PRINT_NODE_LIST = []

def printNode(tree):
    print(getID(tree))
    print(getData(tree))

    PRINT_NODE_LIST.append(getID(tree))

def getData(tree):

    return tree.data

ef buildTree(data, split_list, root_id):
    """
    Build a tree using any tree data structure that you choose.

    The root node of this (sub) tree should store all of data.

    If the data is empty or the split_list is empty,
    len(data) == 0 or len(split_list) == 0,
    the this root node will have no children and it should still 
    store the id and the data (even though it is empty).

    If the data is not empty and the split_list is not empty,
    the root node of this (sub) tree should have three children.
    The children should all be tree stuctures (just like the root).
    The three children should each be given a subset of data.

    Let s = split_list[0], the first integer in split_list.
    Child index 0:
        Should contain a NumPy array with shape (N_0, M)
        that containing all points in data where data[i,s] < -1.
        N_0 is the number of points that fit this criteria.
        If N_0 is zero, this child should store an empty NumPy array
        with shape (0, M), e.g. np.zeros((0,M)).
        This child should have id = root_id*10
    Child index 1:
        The same as child index 0 except:
        Child data is -1 <= data[i,s] <= 1
        Child id = root_id*10 + 1        
    Child index 2:
        The same as child index 2 except:
        Child data is data[i,s] > 1
        Child id = root_id*10 + 2        

    The tree should continue growing where the children split their 
    data based on split_list[1] and the grandchildren split their data
    based on split_list[2] and so on.

    Input:
    data: NumPy ndarray shape (N, M) representing the M-dimensional 
        coordinates of N data points.

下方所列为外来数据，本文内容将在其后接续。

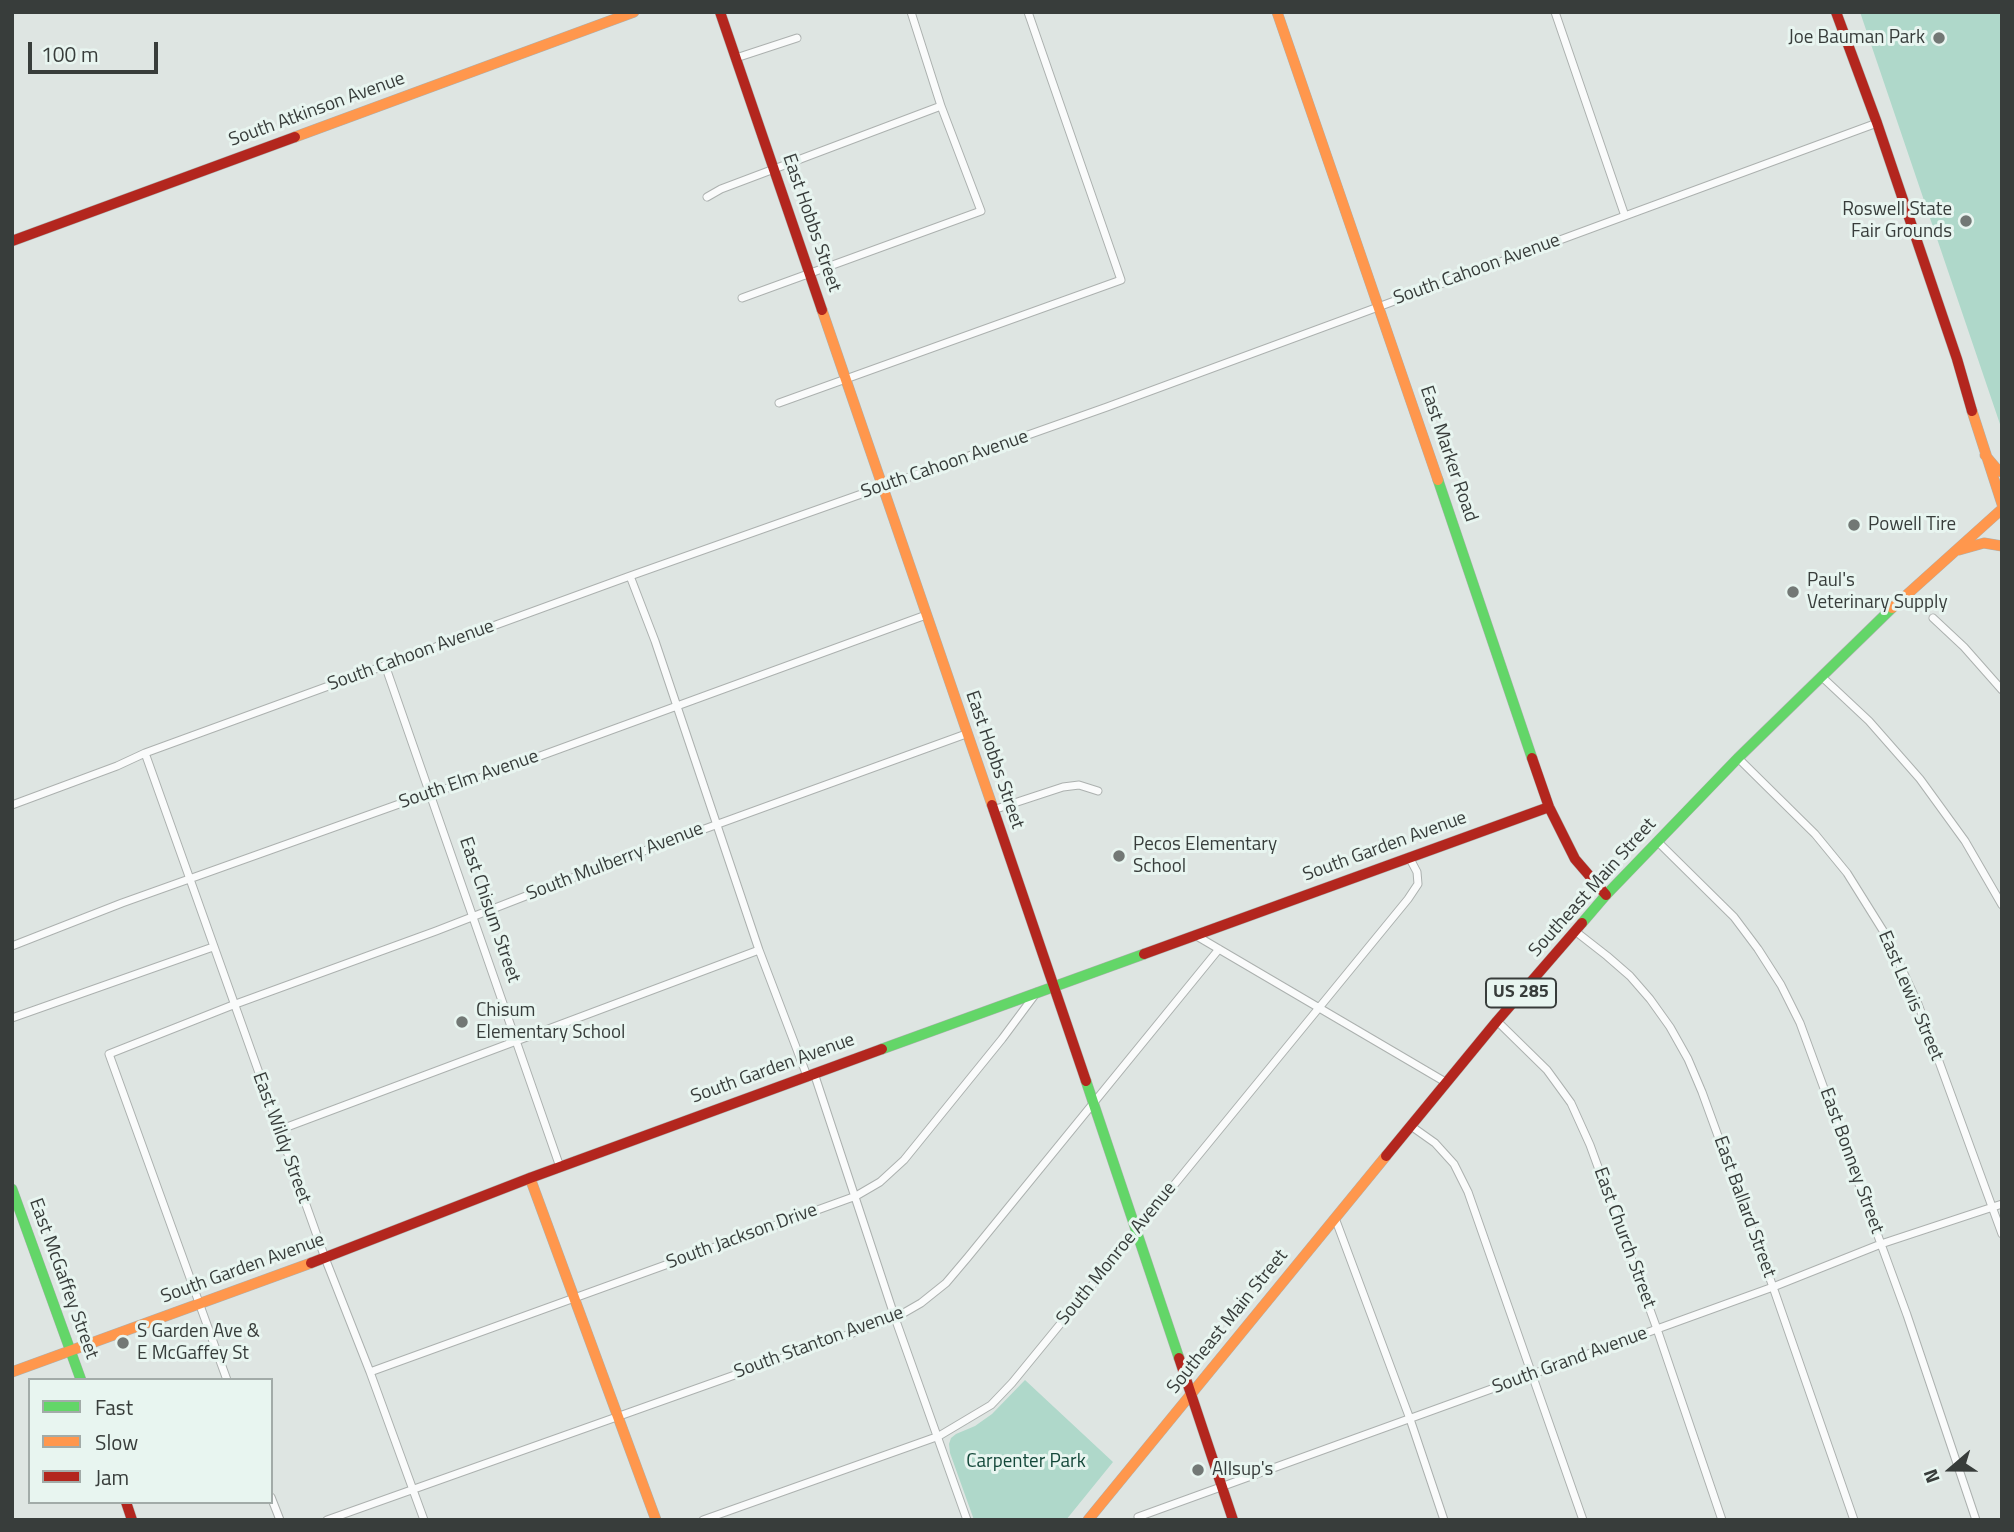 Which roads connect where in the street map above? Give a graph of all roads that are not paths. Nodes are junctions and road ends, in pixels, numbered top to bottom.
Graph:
1 (634, 12) edge
2 (720, 12) edge
3 (911, 12) edge
4 (1028, 12) edge
5 (1277, 12) edge
6 (1555, 12) edge
7 (1836, 12) edge
8 (797, 38) dead end
9 (736, 58) junction
10 (941, 106) junction
11 (1877, 123) junction
12 (774, 169) junction
13 (707, 197) dead end
14 (1625, 216) junction
15 (12, 241) edge
16 (809, 275) junction
17 (742, 299) dead end
18 (1380, 306) junction
19 (845, 379) junction
20 (779, 403) dead end
21 (1985, 455) junction
22 (2002, 472) edge
23 (883, 487) junction
24 (2002, 504) edge
25 (2002, 509) edge
26 (2002, 546) edge
27 (1953, 552) junction
28 (630, 576) junction
29 (926, 615) junction
30 (1933, 618) dead end
31 (385, 666) junction
32 (1821, 676) junction
33 (2002, 690) edge
34 (678, 706) junction
35 (966, 734) junction
36 (145, 753) junction
37 (1738, 758) junction
38 (1098, 791) dead end
39 (429, 793) junction
40 (12, 805) edge
41 (1549, 807) junction
42 (993, 810) junction
43 (716, 824) junction
44 (1658, 842) junction
45 (1409, 857) junction
46 (190, 878) junction
47 (1606, 895) junction
48 (2002, 905) edge
49 (473, 917) junction
50 (1575, 931) junction
51 (1195, 935) junction
52 (12, 946) edge
53 (213, 947) junction
54 (758, 950) junction
55 (1217, 952) junction
56 (1053, 986) junction
57 (1037, 991) junction
58 (233, 1005) junction
59 (1319, 1007) junction
60 (12, 1018) edge
61 (1497, 1021) junction
62 (516, 1042) junction
63 (811, 1075) junction
64 (1447, 1083) junction
65 (1094, 1103) junction
66 (1411, 1126) junction
67 (279, 1130) junction
68 (560, 1167) junction
69 (530, 1178) junction
70 (12, 1189) edge
71 (856, 1196) junction
72 (2002, 1204) edge
73 (1992, 1207) junction
74 (1335, 1219) junction
75 (1137, 1230) junction
76 (2002, 1234) edge
77 (1881, 1244) junction
78 (324, 1258) junction
79 (1773, 1287) junction
80 (575, 1297) junction
81 (199, 1304) junction
82 (895, 1318) junction
83 (1657, 1329) junction
84 (70, 1351) junction
85 (12, 1372) edge
86 (370, 1372) junction
87 (1533, 1374) junction
88 (79, 1378) edge
89 (226, 1378) edge
90 (1192, 1393) junction
91 (618, 1416) junction
92 (1410, 1419) junction
93 (939, 1436) junction
94 (1222, 1488) junction
95 (413, 1489) junction
96 (273, 1502) edge
97 (1138, 1517) dead end
98 (280, 1520) edge
99 (327, 1520) edge
100 (424, 1520) edge
101 (656, 1520) edge
102 (703, 1520) edge
103 (967, 1520) edge
104 (1088, 1520) edge
105 (1233, 1520) edge
106 (1444, 1520) edge
107 (1583, 1520) edge
108 (1722, 1520) edge
109 (1854, 1520) edge
110 (1976, 1520) edge

1 - 15 street, South Atkinson Avenue
2 - 9 street, East Hobbs Street
3 - 10 street
4 - 19 street
5 - 18 street, East Marker Road
6 - 14 street
7 - 11 street
8 - 9 street
9 - 12 street, East Hobbs Street
10 - 12 street
10 - 16 street
11 - 14 street, South Cahoon Avenue
11 - 21 street
12 - 13 street
12 - 16 street, East Hobbs Street
14 - 18 street, South Cahoon Avenue
16 - 17 street
16 - 19 street, East Hobbs Street
18 - 23 street, South Cahoon Avenue
18 - 41 street, East Marker Road
19 - 20 street
19 - 23 street, East Hobbs Street
21 - 22 street
21 - 24 street
23 - 28 street, South Cahoon Avenue
23 - 29 street, East Hobbs Street
25 - 27 street, Southeast Main Street / US 285
26 - 27 street
27 - 32 street, Southeast Main Street / US 285
28 - 31 street, South Cahoon Avenue
28 - 34 street
29 - 34 street, South Elm Avenue
29 - 35 street, East Hobbs Street
30 - 33 street
31 - 36 street, South Cahoon Avenue
31 - 39 street, East Chisum Street
32 - 37 street, Southeast Main Street / US 285
32 - 48 street
34 - 39 street, South Elm Avenue
34 - 43 street
35 - 42 street, East Hobbs Street
35 - 43 street, South Mulberry Avenue
36 - 40 street, South Cahoon Avenue
36 - 46 street, East Wildy Street
37 - 44 street, Southeast Main Street / US 285
37 - 73 street, East Lewis Street
38 - 42 street
39 - 46 street, South Elm Avenue
39 - 49 street, East Chisum Street
41 - 45 street, South Garden Avenue
41 - 47 street, East Marker Road
42 - 56 street, East Hobbs Street
43 - 49 street, South Mulberry Avenue
43 - 54 street
44 - 47 street, Southeast Main Street / US 285
44 - 77 street, East Bonney Street
45 - 51 street, South Garden Avenue
45 - 59 street, South Monroe Avenue
46 - 52 street, South Elm Avenue
46 - 53 street, East Wildy Street
47 - 50 street, Southeast Main Street / US 285
49 - 58 street, South Mulberry Avenue
49 - 62 street, East Chisum Street
50 - 61 street, Southeast Main Street / US 285
50 - 79 street, East Ballard Street
51 - 55 street
51 - 56 street, South Garden Avenue
53 - 58 street, East Wildy Street
53 - 60 street
54 - 62 street
54 - 63 street
55 - 59 street
55 - 65 street, South Stanton Avenue
56 - 57 street, South Garden Avenue
56 - 65 street, East Hobbs Street
57 - 63 street, South Garden Avenue
57 - 71 street, South Jackson Drive
58 - 67 street, East Wildy Street
58 - 81 street, South Mulberry Avenue
59 - 64 street
59 - 75 street, South Monroe Avenue
61 - 64 street, Southeast Main Street / US 285
61 - 83 street, East Church Street
62 - 67 street
62 - 68 street, East Chisum Street
63 - 68 street, South Garden Avenue
63 - 71 street
64 - 66 street, Southeast Main Street / US 285
65 - 75 street, East Hobbs Street
65 - 82 street, South Stanton Avenue
66 - 74 street, Southeast Main Street / US 285
66 - 87 street
67 - 78 street, East Wildy Street
68 - 69 street, South Garden Avenue
69 - 78 street, South Garden Avenue
69 - 80 street
70 - 84 street, East McGaffey Street
71 - 80 street, South Jackson Drive
71 - 82 street
72 - 73 street, South Grand Avenue
73 - 76 street, East Lewis Street
73 - 77 street, South Grand Avenue
74 - 90 street, Southeast Main Street / US 285
74 - 92 street
75 - 90 street, East Hobbs Street
75 - 93 street, South Monroe Avenue
77 - 79 street, South Grand Avenue
77 - 110 street, East Bonney Street
78 - 81 street, South Garden Avenue
78 - 86 street, East Wildy Street
79 - 83 street, South Grand Avenue
79 - 109 street, East Ballard Street
80 - 86 street, South Jackson Drive
80 - 91 street
81 - 84 street, South Garden Avenue
81 - 89 street
82 - 91 street, South Stanton Avenue
82 - 93 street
83 - 87 street, South Grand Avenue
83 - 108 street, East Church Street
84 - 85 street, South Garden Avenue
84 - 88 street, East McGaffey Street
86 - 95 street, East Wildy Street
87 - 92 street, South Grand Avenue
87 - 107 street
90 - 94 street, East Hobbs Street
90 - 104 street, Southeast Main Street / US 285
91 - 95 street, South Stanton Avenue
91 - 101 street
92 - 94 street, South Grand Avenue
92 - 106 street
93 - 102 street, South Monroe Avenue
93 - 103 street
94 - 97 street, South Grand Avenue
94 - 105 street, East Hobbs Street
95 - 99 street, South Stanton Avenue
95 - 100 street, East Wildy Street
96 - 98 street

The data may be an empty NumPy
        array, i.e. len(data) == 0.
    split_index_order: List of integers. Each integer in the list is
        in the range [0,M). The list will have at most M entries.
        The list may be empty, [], in which case, this tree will not
        have any children.
    root_id: Positive integer representing the ID for the root of this
        (sub) tree. The ID for the root any child subtrees should be
        root_id*10 + index_of_that_child. So if the root_id is 7 and 
        there are three children, the IDs of the children should be
        70, 71, 72.

    Return:
    A data structure of your choosing that represents the resulting
        tree.
    """
    ### BEGIN YOUR CODE ###
    # create the root data
    root = Node(ID=root_id,data=data)
    curr_layer = [root]
    idx=0
    if(len(data) == 0 or len(split_list) == 0):
        return root

    while(True):

        # get the split index
        index=split_list[idx]
        # store the new layer node
        temp=[]
        for node in curr_layer:
            # print('hello')
            cur_root=node
            cur_data=cur_root.data
            
            if(len(cur_data)==0):
                continue

            # select the column data
            arr=cur_data[:,index]
            child_0=[]
            child_1=[]
            child_2=[]
            for i,item in enumerate(arr):
                if(item<-1):
                    child_0.append(i)
                elif(item>=-1 and item<=1):
                    child_1.append(i)
                else:
                    child_2.append(i)
            # create children node
            for i in range(3):
                if(i==0 and len(child_0)!=0):
                    arr1=cur_data[child_0,:]
                elif(i==1 and len(child_1)!=0):
                    arr1=cur_data[child_1,:]
                elif(i==2 and len(child_2)!=0):
                    arr1=cur_data[child_2,:]
                else:
                    arr1=np.zeros((0,cur_data.shape[-1]))
                child_id=cur_root.ID*10+i
                child = Node(child_id,arr1)
                cur_root.children.append(child)
                temp.append(child)
        idx+=1
        curr_layer=[item for item in temp]
        # print('hello')
        if(idx>=len(split_list)):
            break
    return root

def printTreeBF(tree):
    list_node=[tree]
    while(len(list_node)>0):
        cur_node=list_node[0]
        list_node.pop(0)
        printNode(cur_node)
        # print(cur_node.children)
        for item in cur_node.children:
            list_node.append(item)


def printTreeDF(tree):

    printNode(tree)
    for item in tree.children:
        printTreeDF(item)

感觉还蛮有意思的，我这里仅展示核心代码哈。

测试用例也写一个：


def task1_testC(data):
    tree1C = buildTree(data, [0, 1, 2], 1)
    print("tree1C root")
    printNode(tree1C)

    tree1C_firstChild = getChildren(tree1C)[0]
    print("tree1C first child")
    printNode(tree1C_firstChild)

    tree1C_firstGrandchild = getChildren(tree1C_firstChild)[0]
    print("tree1C first grandchild")
    printNode(tree1C_firstGrandchild)
    
data1 = np.array([
        [-1.5, -0.5, -0.2],
        [0.3, 1.3, 0.0],
        [-1.3, -1.4, -2.1],
        [0.9, 1.5, -0.6]])

task1_testC(data1)